Option 3 — Both remain canonical

  • Pros: No migration cost.
  • Cons: Already producing drift (CSA-0130 was filed precisely because bug fixes land in one path and not the other); no audit story; no single source of truth.

Option 4 — Rewrite in a third tool

  • Pros: Clean slate.
  • Cons: Re-opens ADR-0008; loses SQL-native lineage; community adapter gap; scope creep.

Validation

We will know this decision is right if:

  • Every Bronze → Silver → Gold flow in new verticals routes through dbt, with no new PySpark "alternative" notebooks introduced.
  • manifest.json artifacts from all domains ingest cleanly into Purview and produce complete end-to-end lineage without manual stitching.
  • CSA-0130-class findings (duplicate implementations drifting) do not recur in subsequent audits.
  • Contributor time-to-first-PR on a new domain drops, because there is only one template to copy.

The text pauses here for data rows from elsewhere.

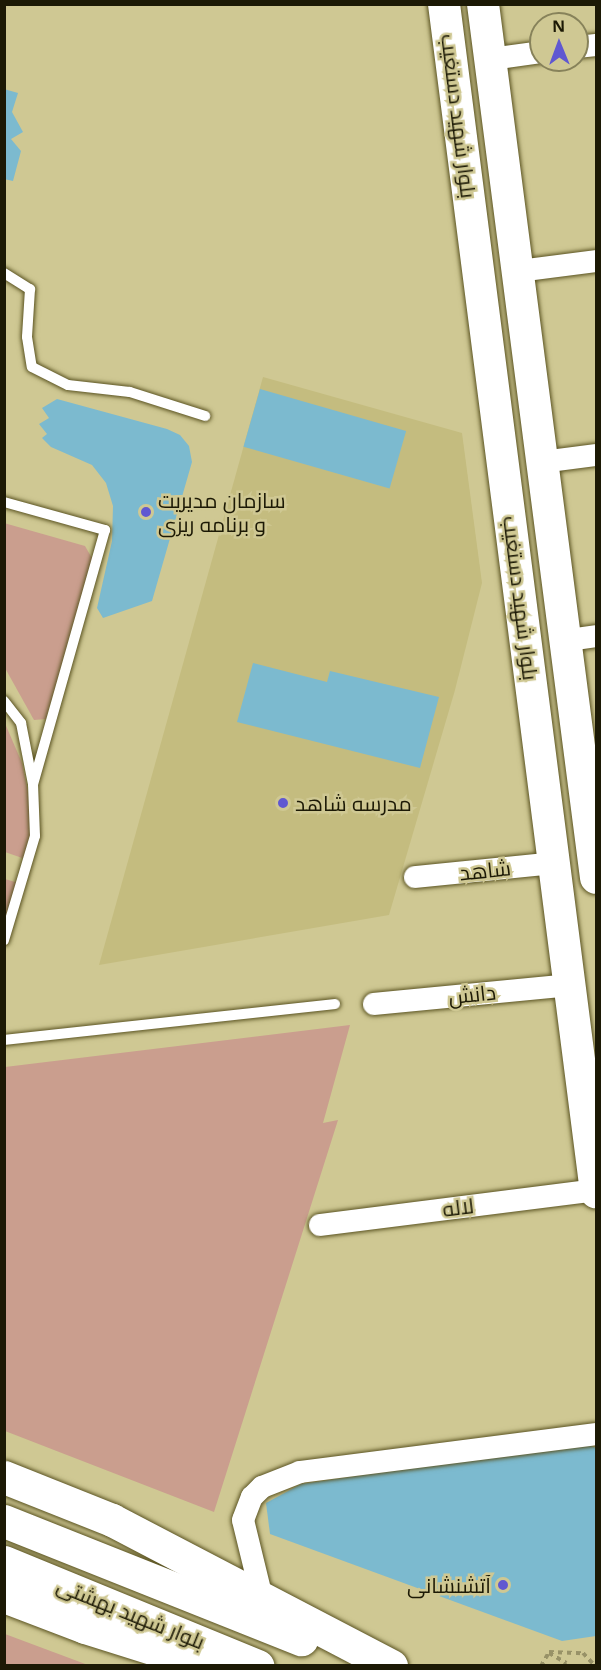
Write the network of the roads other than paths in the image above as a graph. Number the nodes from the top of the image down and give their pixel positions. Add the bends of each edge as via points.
1 (444, 4) edge
2 (483, 4) edge
3 (529, 54) edge
4 (490, 59) junction
5 (452, 64) junction
6 (597, 261) edge
7 (519, 272) junction
8 (4, 273) edge
9 (205, 416) dead end
10 (597, 455) edge
11 (542, 462) junction
12 (4, 502) edge
13 (582, 638) edge
14 (4, 701) edge
15 (33, 784) junction
16 (555, 863) junction
17 (596, 864) edge
18 (415, 877) dead end
19 (4, 940) edge
20 (570, 985) junction
21 (335, 1004) dead end
22 (374, 1004) dead end
23 (4, 1040) edge
24 (596, 1191) edge
25 (320, 1225) dead end
26 (597, 1434) edge
27 (4, 1477) edge
28 (4, 1521) edge
29 (4, 1562) edge
30 (4, 1596) edge
31 (255, 1608) junction
32 (209, 1665) edge
33 (258, 1665) edge
34 (367, 1665) edge
35 (391, 1665) edge

1 - 5 street, بلوار شهید دستغیب
2 - 4 street, بلوار شهید دستغیب
3 - 4 street
4 - 5 street
4 - 7 street, بلوار شهید دستغیب
5 - 16 street, بلوار شهید دستغیب
6 - 7 street
7 - 11 street, بلوار شهید دستغیب
8 - 9 lane via 30,289 27,337 32,367 68,386 130,392
10 - 11 street
11 - 13 street, بلوار شهید دستغیب
12 - 15 lane via 105,530
13 - 17 street, بلوار شهید دستغیب
14 - 15 lane via 21,723
15 - 19 lane via 35,836
16 - 17 street
16 - 18 street, شاهد
16 - 20 street, بلوار شهید دستغیب
20 - 22 street, دانش
20 - 24 street, بلوار شهید دستغیب
21 - 23 lane
24 - 25 street, لاله
26 - 31 street via 300,1472 262,1487 252,1497 243,1520
27 - 31 main road via 112,1520
28 - 31 main road
29 - 33 main road, بلوار شهید بهشتی
30 - 32 main road via 85,1627
31 - 34 main road
31 - 35 main road

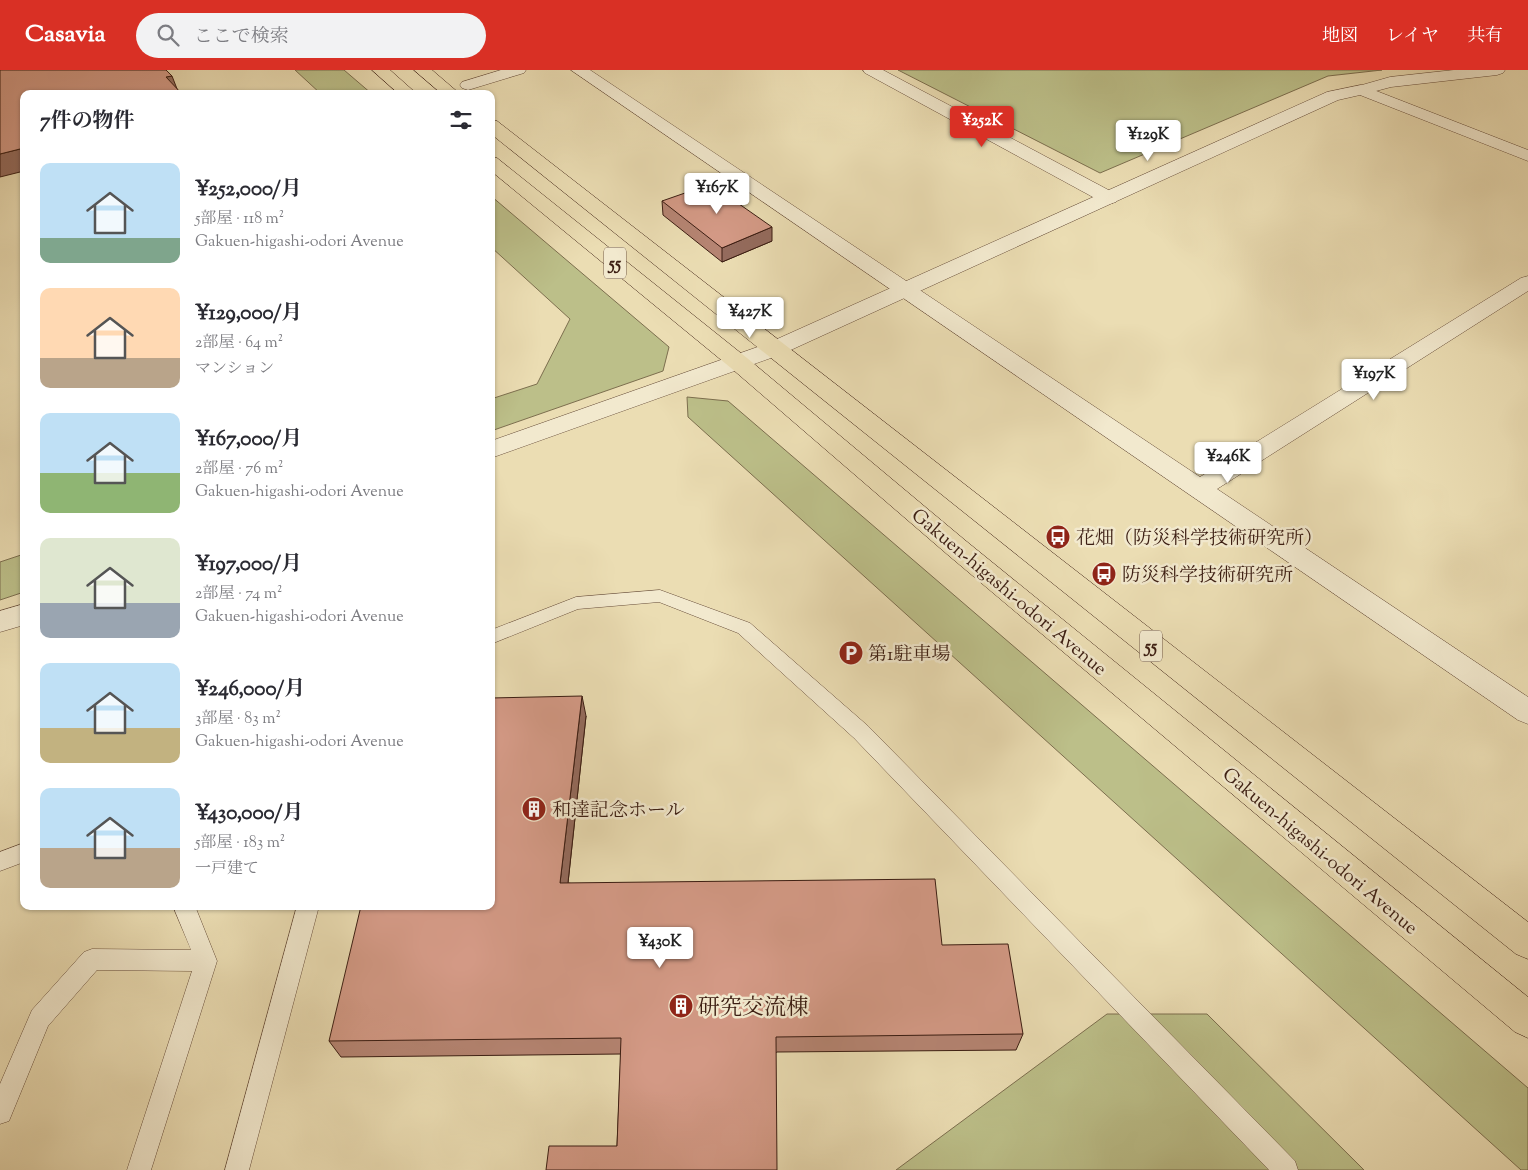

If PySpark notebooks start creeping back into medallion paths, the policy is not holding and this ADR should be revisited (a superseding ADR, not an in-place edit — records are immutable).

References

  • ADR-0001 ADF (+ dbt) over Airflow — names dbt as canonical transformation layer above orchestration
  • ADR-0002 Azure Databricks over OSS Spark — the compute substrate that dbt runs against
  • ADR-0003 Delta Lake over Iceberg / Parquet — the storage format dbt materializes to
  • ADR-0008 dbt Core over dbt Cloud — names the dbt distribution
  • ADR-0012 data-mesh federation — depends on dbt being canonical so lineage and contracts propagate automatically
  • Related code (canonical path): domains/shared/dbt/models/, domains/finance/dbt/models/, domains/sales/dbt/models/, domains/inventory/dbt/models/
  • Deprecated code (migration window): domains/shared/notebooks/databricks/bronze_to_silver_spark.py
  • Framework controls: NIST 800-53 CM-3 (change control — medallion transforms are reviewed once, in the dbt tree), CM-4 (impact analysis — dbt DAG makes blast radius explicit), SI-10 (input validation — dbt tests enforce contracts once, not twice). See csa_platform/governance/compliance/nist-800-53-rev5.yaml.
  • Discussion / finding: CSA-0130 (HIGH); approved ballot item E5 (AQ-0029).